From the entries below, copy every line where the string "Liberty" appears.

____

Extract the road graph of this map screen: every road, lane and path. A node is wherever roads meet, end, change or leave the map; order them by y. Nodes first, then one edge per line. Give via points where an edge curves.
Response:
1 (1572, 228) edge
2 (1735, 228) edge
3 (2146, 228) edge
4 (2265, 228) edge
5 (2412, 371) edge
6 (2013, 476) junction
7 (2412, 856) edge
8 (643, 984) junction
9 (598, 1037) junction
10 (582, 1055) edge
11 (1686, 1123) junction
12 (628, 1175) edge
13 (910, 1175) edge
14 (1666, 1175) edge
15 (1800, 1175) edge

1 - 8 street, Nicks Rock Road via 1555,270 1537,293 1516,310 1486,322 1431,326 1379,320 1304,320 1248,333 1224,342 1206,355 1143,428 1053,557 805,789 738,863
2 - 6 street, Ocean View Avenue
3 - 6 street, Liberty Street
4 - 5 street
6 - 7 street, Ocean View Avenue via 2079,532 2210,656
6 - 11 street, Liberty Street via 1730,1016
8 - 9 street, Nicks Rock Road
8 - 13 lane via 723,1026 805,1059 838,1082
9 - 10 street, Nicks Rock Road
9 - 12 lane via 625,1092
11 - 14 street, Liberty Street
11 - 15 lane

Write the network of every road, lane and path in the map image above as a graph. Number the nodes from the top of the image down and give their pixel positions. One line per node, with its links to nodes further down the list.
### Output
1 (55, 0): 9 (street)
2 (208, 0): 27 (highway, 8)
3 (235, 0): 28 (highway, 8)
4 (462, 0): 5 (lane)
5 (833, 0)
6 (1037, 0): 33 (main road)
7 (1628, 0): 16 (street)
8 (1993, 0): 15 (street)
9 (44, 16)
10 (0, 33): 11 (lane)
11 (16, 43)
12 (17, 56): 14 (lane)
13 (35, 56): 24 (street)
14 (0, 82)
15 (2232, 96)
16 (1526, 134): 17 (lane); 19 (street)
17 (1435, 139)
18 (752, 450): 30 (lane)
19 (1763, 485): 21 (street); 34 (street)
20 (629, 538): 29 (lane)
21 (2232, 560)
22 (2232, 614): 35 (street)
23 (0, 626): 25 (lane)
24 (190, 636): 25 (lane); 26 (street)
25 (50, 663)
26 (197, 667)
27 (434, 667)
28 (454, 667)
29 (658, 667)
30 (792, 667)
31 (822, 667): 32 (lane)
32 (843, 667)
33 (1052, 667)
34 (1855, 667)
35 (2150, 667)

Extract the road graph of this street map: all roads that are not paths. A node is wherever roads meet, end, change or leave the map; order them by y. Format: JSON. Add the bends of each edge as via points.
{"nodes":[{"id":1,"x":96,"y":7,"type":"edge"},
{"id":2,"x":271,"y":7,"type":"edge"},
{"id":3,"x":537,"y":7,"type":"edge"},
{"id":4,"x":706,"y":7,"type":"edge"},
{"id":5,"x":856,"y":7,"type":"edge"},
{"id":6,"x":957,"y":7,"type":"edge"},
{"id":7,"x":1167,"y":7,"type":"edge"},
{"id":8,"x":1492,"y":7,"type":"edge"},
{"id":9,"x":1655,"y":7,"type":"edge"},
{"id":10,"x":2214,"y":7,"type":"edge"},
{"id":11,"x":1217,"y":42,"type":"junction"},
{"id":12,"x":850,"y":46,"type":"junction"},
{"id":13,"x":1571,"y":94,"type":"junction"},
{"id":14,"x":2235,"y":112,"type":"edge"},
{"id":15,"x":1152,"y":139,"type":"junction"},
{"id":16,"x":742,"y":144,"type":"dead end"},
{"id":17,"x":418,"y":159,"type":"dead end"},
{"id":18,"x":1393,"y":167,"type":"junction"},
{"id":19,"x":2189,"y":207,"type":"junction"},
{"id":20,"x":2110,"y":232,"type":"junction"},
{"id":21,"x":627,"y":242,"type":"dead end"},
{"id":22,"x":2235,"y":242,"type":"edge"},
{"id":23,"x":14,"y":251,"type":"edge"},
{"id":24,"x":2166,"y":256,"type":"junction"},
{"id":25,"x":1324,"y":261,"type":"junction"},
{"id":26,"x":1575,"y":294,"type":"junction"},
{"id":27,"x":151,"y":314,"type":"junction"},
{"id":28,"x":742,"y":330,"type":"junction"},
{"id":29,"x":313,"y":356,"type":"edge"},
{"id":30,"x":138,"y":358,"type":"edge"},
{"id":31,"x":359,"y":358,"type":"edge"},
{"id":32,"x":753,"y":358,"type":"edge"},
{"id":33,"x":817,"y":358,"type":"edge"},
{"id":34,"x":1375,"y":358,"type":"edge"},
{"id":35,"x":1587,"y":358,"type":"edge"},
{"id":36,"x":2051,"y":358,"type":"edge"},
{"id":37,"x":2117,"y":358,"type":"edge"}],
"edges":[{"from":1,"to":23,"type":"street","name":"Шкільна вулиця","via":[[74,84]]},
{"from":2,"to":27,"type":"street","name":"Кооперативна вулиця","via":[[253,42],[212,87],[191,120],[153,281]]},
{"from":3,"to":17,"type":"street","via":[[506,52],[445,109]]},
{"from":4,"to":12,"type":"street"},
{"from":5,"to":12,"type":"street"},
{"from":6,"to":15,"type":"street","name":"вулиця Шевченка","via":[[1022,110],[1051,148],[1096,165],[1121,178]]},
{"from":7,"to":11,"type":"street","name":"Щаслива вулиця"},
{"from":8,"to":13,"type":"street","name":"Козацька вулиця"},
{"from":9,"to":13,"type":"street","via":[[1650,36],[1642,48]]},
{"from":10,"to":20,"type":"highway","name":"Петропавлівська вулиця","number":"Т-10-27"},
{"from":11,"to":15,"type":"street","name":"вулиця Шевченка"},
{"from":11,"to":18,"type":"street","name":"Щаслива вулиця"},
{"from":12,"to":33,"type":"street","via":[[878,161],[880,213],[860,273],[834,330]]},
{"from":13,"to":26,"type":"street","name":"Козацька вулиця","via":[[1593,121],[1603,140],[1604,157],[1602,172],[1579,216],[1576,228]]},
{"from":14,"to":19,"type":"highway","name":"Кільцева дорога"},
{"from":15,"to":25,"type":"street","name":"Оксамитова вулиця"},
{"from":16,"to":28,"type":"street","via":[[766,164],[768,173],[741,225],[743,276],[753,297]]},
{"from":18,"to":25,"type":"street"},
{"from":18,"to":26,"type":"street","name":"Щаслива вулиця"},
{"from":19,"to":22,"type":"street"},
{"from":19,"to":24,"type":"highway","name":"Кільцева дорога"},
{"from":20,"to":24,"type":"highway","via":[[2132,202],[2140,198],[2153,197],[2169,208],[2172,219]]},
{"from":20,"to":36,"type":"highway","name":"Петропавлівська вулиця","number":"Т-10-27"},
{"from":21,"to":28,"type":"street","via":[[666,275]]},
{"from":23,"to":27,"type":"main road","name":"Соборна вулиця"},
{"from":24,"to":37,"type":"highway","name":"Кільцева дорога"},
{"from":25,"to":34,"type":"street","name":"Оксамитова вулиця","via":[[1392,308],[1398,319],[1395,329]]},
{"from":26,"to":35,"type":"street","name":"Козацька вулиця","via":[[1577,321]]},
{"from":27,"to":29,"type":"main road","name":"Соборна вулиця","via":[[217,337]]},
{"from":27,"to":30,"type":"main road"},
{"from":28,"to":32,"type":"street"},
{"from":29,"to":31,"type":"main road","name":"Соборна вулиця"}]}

____

▶ **YOUR SOLUTION**:
3 - 6 street, Liberty Street
6 - 11 street, Liberty Street via 1730,1016
11 - 14 street, Liberty Street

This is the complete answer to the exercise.